How to improve logging and tracing support in future release?

jackc commented 3 years ago

The original design goal for logging was simply to log what queries are being run and how long they take.

There have been a few requests to support additional logging / tracing points or new ways of configuring what is currently logged (#853, #998). The current logging system works fine for me, but as I'm considering the possibility of a new major release I'd like to open the door to breaking changes to the logging / tracing interface.

As I do not have a first-hand need for this I do not have any opinion on what these changes might be, and I would probably not implement them myself, but I wanted to bring up the possible opportunity for those who may have the interest and ability while there is a window open for possible breaking changes.

Tochemey commented 3 years ago

Hello @jackc thanks for such feature. That will help a lot

HakShak commented 3 years ago

Some references:

https://github.com/open-telemetry/opentelemetry-go-contrib/issues/5 https://github.com/XSAM/otelsql

kszafran commented 3 years ago

Is anyone working on this? I'm considering switching to the pgx interface to take advantage of the binary protocol, but if it stops us from integrating with e.g. DataDog in the future (https://github.com/DataDog/dd-trace-go/issues/697) that could be a problem.

Tochemey commented 2 years ago

@jackc any progress on this.

jackc commented 2 years ago

@jackc any progress on this.

I have not heard of anyone working on this.

obitech commented 2 years ago

I'm wondering how practical it would be to provide some sort of hooks or middleware chains which could be triggered before or after an Exec is called on the underlying PgConn. Similar to the BeforeAcquire functionality in a Pool. These hooks could just receive a context which is used for span propagation. WDYT @jackc ?

jackc commented 2 years ago

I'm wondering how practical it would be to provide some sort of hooks or middleware chains which could be triggered before or after an Exec is called on the underlying PgConn. Similar to the BeforeAcquire functionality in a Pool. These hooks could just receive a context which is used for span propagation. WDYT @jackc ?

I like the idea of hooks, but there would need to be a lot more than before / after pgconn.Exec. There's also pgconn.ExecPrepared and pgconn.ExecParams. Then those methods only send the queries. They don't read the results. There would need to be something after the results are received. And maybe when the first result comes back. Also, there are batch requests.

I could see something like:

type BeforeQueryHook interface {
  BeforeQuery(...)
}

Every hook point could have its own interface. The logger or tracer could implement as many or as few hooks as it wanted to.
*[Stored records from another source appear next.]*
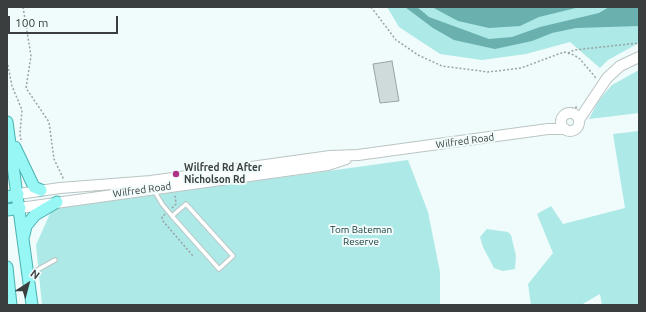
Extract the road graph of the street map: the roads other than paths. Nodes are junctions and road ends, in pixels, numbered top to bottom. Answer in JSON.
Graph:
{"nodes":[{"id":1,"x":639,"y":57,"type":"edge"},
{"id":2,"x":580,"y":111,"type":"junction"},
{"id":3,"x":7,"y":122,"type":"edge"},
{"id":4,"x":557,"y":125,"type":"junction"},
{"id":5,"x":9,"y":135,"type":"junction"},
{"id":6,"x":152,"y":185,"type":"junction"},
{"id":7,"x":41,"y":190,"type":"junction"},
{"id":8,"x":18,"y":194,"type":"junction"},
{"id":9,"x":7,"y":197,"type":"edge"},
{"id":10,"x":57,"y":202,"type":"junction"},
{"id":11,"x":20,"y":208,"type":"junction"},
{"id":12,"x":7,"y":210,"type":"edge"},
{"id":13,"x":172,"y":216,"type":"junction"},
{"id":14,"x":23,"y":237,"type":"junction"},
{"id":15,"x":54,"y":260,"type":"dead end"},
{"id":16,"x":7,"y":267,"type":"edge"},
{"id":17,"x":28,"y":277,"type":"junction"},
{"id":18,"x":11,"y":305,"type":"edge"},
{"id":19,"x":32,"y":305,"type":"edge"}],
"edges":[{"from":1,"to":2,"type":"main road"},
{"from":2,"to":4,"type":"main road"},
{"from":2,"to":4,"type":"main road"},
{"from":3,"to":5,"type":"main road"},
{"from":4,"to":6,"type":"main road","name":"Wilfred Road"},
{"from":5,"to":7,"type":"main road"},
{"from":5,"to":8,"type":"main road"},
{"from":6,"to":7,"type":"main road","name":"Wilfred Road"},
{"from":6,"to":10,"type":"main road","name":"Wilfred Road"},
{"from":6,"to":13,"type":"lane"},
{"from":7,"to":8,"type":"main road","name":"Wilfred Road"},
{"from":8,"to":9,"type":"main road"},
{"from":8,"to":11,"type":"main road"},
{"from":10,"to":11,"type":"main road","name":"Wilfred Road"},
{"from":10,"to":14,"type":"main road"},
{"from":11,"to":12,"type":"main road"},
{"from":11,"to":14,"type":"main road"},
{"from":13,"to":13,"type":"lane"},
{"from":14,"to":17,"type":"main road"},
{"from":15,"to":17,"type":"lane"},
{"from":16,"to":18,"type":"main road"},
{"from":17,"to":19,"type":"main road"}]}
This would allow adding or even removing hooks in a backwards compatible way.

obitech commented 2 years ago

Couple more questions since I'm not very familiar with the inner workings of pgx:

Would there be interfaces for every command like BeforeQueryHook, AfterQueryHook, BeforeQueryRowHook, and so on?
I assume those hooks would need to be present for Conns, Pools and Txs ?

I could try looking into a PR (if you want) but would probably need some guidance along the way

jackc commented 2 years ago

Would there be interfaces for every command like BeforeQueryHook, AfterQueryHook, BeforeQueryRowHook, and so on?
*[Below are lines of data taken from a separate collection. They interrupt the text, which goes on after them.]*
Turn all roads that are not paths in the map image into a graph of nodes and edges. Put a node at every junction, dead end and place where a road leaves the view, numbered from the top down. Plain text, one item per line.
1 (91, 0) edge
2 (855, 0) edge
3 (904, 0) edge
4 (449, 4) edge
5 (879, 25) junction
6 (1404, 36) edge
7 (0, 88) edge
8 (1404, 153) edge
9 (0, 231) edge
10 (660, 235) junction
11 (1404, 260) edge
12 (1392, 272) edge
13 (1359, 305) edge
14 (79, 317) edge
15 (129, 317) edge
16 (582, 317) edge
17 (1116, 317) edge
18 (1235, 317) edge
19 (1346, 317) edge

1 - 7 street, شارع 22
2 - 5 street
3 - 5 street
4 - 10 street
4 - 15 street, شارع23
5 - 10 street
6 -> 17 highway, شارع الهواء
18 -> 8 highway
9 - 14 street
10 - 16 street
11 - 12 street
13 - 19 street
It would be a separate interface for each hook. But I don't think there would need to be a separate one for each method. Query, QueryRow, and QueryFunc at least could all use the same hooks. Maybe Exec as well. My guess would be that hooks for send query, first response received, and query complete would be applicable to all queries.

I assume those hooks would need to be present for Conns, Pools and Txs ?

I don't think so. Txs and pools ultimately call methods on Conn so *pgx.Conn is probably the only thing that would need to be modified. Potentially pgxpool would have a different set of hooks to track acquire time.

mrsufgi commented 2 years ago

Well I guess hooks would be the best approach, but wrapping the driver is a simpler approach - kind of similar to the work they did on: https://github.com/uptrace/opentelemetry-go-extra/tree/main/otelsql

Tracing do work if you use stdlib.OpenDB but I guess everyone would benefit from a native pgx.Conn wrapper instead (for advanced pgx functionalities such as CopyFrom)

I do think that this should not be done as part of this repo as this is an extension (wrapper) on top of the pgx driver. I know this means that it's more "brittle" but necessary but would make things simpler to maintain (as @jackc goals are different from "tracing").

As for tracing engine, I do believe the community should focus on OpenTelemetry (and not OC/DD/Jaeger etc) as its de-facto standard for tracing.

As this is a major blocker for my team and I, I will try the find the time and develop this myself. ( we use sqlc and otelsql / OpenTelemetry with the old lib/pg driver )

My approach would be wrapping pgx.Conn kind of what otelsql did.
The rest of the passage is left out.